Clear enough that the boy had been more alert than he'd made himself appear to be—an act of subterfuge that spoke of clear thought and intelligence unimpeded by the earlier experiments. An excellent sign indeed, one far outside the projections forecast by his research team. Possibly one he should have them fired for—but then, Jinei allowed, _he_ hadn't thought to keep a closer eye on the boy either. Perhaps he should let it slide.

Especially as now it seemed that Myoujin Yahiko was not his only option.

There were three reports on his desk that seemed rather positive, all things considered. The first from his IT team, detailing the amount of damage discovered throughout the networks. Important operations had been restored just after sunrise, leaving SysOps to conduct manual sweeps for the remainder of the damage. The Kurogasa Division had suffered no serious setbacks beyond the security hub going down, and that was as a result of the runner's extended stay there. The program Kamiya had used was destructive, but it also clearly highlighted every place she'd visited.
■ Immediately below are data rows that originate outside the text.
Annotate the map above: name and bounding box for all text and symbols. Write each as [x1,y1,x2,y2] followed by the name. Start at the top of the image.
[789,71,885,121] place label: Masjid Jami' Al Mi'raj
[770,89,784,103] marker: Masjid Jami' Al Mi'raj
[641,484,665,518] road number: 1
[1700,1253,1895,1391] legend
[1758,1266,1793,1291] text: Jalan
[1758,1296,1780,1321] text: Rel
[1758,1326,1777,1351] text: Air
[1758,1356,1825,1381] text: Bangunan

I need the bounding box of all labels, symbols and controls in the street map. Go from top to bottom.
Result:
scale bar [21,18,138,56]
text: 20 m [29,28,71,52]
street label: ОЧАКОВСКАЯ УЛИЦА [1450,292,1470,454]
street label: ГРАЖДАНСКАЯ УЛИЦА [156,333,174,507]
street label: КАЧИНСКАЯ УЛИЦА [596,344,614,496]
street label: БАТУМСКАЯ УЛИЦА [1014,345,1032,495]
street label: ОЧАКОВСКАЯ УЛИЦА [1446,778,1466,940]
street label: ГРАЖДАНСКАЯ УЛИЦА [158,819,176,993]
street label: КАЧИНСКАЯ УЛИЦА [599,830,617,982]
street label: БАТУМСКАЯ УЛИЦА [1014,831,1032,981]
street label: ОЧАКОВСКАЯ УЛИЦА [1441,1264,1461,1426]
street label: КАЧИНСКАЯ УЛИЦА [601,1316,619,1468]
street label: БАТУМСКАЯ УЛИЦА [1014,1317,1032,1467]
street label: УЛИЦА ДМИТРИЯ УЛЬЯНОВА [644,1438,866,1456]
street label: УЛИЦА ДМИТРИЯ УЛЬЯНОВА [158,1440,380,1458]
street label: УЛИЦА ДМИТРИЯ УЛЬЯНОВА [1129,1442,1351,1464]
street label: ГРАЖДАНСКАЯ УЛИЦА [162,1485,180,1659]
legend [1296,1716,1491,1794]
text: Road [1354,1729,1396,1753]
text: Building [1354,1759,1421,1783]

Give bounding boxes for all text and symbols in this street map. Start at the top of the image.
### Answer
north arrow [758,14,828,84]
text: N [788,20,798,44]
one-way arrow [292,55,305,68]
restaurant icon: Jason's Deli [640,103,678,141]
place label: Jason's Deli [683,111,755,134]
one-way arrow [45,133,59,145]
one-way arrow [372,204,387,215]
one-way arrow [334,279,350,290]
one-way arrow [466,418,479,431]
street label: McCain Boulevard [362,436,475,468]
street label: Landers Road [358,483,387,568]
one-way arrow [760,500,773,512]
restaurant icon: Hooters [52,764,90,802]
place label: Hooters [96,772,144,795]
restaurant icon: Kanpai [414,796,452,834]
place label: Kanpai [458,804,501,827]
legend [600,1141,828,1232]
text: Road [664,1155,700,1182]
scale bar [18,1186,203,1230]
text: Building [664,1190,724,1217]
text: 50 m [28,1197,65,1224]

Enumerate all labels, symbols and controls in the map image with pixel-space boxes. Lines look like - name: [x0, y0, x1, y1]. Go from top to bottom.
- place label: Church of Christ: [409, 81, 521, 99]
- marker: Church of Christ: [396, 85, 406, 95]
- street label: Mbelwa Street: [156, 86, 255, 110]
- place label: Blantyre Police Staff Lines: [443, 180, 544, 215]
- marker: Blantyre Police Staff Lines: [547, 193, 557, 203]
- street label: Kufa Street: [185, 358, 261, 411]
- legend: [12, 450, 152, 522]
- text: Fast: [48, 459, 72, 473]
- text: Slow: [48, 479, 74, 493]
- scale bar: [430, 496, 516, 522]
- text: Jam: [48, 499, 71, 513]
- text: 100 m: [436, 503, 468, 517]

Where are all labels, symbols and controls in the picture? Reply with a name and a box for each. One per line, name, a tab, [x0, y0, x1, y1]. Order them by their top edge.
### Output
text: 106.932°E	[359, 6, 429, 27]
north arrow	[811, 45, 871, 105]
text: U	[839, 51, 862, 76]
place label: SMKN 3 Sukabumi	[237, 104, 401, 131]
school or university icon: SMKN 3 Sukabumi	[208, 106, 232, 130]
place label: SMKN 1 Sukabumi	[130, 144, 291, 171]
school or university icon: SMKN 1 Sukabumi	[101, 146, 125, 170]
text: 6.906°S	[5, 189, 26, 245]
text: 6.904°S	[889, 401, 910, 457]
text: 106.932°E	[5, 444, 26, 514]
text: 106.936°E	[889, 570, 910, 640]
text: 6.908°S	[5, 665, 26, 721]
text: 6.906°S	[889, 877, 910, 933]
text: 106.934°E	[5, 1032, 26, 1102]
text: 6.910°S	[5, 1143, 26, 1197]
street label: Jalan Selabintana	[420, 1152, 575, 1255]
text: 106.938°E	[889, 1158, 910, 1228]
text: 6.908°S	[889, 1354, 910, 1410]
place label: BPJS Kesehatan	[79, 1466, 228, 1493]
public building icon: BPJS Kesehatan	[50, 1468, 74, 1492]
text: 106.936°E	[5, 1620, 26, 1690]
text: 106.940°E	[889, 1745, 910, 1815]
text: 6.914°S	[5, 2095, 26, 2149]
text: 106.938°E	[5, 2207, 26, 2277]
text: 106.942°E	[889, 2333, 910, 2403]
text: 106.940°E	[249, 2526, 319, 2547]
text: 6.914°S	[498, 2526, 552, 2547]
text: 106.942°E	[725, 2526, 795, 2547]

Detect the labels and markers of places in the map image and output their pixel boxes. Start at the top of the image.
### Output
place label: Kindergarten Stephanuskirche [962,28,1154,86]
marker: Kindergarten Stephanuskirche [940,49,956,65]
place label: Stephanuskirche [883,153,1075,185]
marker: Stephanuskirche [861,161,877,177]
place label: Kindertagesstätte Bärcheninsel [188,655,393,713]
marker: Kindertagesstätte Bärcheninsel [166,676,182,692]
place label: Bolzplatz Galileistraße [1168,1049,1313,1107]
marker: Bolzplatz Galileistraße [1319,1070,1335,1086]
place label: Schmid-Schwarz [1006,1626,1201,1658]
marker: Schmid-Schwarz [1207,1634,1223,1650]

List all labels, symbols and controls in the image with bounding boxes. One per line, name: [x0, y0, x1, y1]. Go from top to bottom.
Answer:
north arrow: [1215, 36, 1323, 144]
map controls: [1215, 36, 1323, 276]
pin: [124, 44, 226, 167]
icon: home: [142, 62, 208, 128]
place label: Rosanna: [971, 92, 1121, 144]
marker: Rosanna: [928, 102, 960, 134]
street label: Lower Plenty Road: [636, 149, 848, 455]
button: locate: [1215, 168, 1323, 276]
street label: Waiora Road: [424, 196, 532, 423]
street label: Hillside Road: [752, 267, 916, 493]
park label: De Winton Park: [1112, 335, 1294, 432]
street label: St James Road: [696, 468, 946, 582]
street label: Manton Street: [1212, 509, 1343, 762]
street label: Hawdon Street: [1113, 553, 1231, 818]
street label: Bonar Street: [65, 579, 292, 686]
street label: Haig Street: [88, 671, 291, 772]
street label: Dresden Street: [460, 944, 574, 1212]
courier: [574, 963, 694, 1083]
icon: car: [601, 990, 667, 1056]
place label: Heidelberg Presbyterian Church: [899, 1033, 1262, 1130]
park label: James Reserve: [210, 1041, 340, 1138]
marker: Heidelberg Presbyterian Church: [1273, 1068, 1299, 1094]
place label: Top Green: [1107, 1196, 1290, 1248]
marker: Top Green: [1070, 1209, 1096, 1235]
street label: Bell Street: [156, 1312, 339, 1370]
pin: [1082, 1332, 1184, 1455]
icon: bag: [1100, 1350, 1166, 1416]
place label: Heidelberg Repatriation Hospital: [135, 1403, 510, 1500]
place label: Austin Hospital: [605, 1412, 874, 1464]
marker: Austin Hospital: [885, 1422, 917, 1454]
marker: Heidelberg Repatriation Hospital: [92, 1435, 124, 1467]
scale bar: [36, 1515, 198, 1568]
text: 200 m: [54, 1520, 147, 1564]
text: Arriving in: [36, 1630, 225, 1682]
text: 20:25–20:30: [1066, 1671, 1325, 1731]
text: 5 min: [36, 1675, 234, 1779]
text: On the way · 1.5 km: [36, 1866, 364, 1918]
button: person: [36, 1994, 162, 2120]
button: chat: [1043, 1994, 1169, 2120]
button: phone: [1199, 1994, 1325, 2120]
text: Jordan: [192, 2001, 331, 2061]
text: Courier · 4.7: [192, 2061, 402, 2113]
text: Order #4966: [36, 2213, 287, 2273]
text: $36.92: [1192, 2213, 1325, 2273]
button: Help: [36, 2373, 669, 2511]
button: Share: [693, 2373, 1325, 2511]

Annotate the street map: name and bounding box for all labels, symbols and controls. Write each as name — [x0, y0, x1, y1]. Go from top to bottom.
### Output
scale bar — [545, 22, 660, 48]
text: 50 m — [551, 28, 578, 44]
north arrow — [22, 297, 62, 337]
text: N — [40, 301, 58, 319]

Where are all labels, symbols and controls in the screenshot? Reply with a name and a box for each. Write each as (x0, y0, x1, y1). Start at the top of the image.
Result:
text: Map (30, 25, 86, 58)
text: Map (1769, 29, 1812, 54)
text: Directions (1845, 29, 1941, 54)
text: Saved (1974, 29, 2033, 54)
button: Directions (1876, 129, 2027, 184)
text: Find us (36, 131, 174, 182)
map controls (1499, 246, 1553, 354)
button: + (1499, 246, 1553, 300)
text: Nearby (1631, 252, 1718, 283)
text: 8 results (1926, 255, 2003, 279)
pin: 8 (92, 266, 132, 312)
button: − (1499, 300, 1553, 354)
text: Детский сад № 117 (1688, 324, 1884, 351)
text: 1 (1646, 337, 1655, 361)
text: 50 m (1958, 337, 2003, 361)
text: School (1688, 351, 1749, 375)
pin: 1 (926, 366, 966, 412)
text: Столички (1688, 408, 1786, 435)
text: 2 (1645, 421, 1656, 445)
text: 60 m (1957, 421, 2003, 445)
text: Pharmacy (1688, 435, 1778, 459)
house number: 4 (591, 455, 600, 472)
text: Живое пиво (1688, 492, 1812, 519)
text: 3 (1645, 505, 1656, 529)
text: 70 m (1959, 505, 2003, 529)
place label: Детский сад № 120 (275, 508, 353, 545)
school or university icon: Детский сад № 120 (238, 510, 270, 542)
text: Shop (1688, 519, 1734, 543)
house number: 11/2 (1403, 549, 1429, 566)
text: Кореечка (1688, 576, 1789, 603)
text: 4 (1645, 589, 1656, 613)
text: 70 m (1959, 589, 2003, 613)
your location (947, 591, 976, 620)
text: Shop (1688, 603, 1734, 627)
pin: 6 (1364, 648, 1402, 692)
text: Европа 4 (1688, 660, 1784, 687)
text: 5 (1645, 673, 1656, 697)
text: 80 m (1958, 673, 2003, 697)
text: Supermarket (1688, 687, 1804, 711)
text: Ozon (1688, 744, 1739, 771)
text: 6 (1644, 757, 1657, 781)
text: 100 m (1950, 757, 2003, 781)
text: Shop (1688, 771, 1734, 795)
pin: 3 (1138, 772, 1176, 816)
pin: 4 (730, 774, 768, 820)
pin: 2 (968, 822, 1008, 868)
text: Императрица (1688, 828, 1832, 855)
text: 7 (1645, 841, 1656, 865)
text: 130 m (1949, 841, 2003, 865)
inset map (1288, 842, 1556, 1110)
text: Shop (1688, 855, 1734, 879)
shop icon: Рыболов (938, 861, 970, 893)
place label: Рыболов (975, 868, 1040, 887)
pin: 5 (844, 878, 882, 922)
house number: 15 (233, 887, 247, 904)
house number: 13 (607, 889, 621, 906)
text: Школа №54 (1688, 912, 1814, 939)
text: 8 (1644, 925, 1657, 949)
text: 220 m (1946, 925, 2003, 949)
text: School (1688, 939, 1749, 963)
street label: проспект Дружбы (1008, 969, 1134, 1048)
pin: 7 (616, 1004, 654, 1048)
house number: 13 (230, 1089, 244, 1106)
From there, he could easily see what choices she'd made, up until the time Battousai had cornered her at the hub interchange and she'd ejected herself from the system, shattering them both.

The second report was a full copy of Kamiya Kaoru's medical records, with its last entry noting hallucination and neural damage. The third was a flagged tech notice stating the Battousai program was corrupted and its permissions and flag parameters were offlined.

_Both_ was the operative word. He hadn't realised it was possible, but he wasn't an expert on programming details. Now, thanks to this impudent netrunner, he had another avenue of experimentation. Jinei ran his fingers down the visual image pulled from the cameras, showing the slim and nondistinct figure of a dark-haired girl with a sword in her hand. If ED One recovered their competence he might have the chance to examine her in person.

_How much of Battousai is in you, I wonder?_

Perhaps enough to drive her mad. Not enough for his own purposes, however—but he thanked her silently for giving him the idea.

Until then, he had equally important tasks. He turned away from the reports, plugging himself into the network with one quick motion. And then Jinei dropped into the security hub to see the damage for himself.

 

**Notes for the Chapter:**

> With this update, this site is up to date with all Zai shenanigans. I wrote the first two scenes three years ago and the last one ... half an hour ago. (Look! Progress!)
> 
> Now have a prayer circle or something that I don't lose my muse for another three years. (Sob.)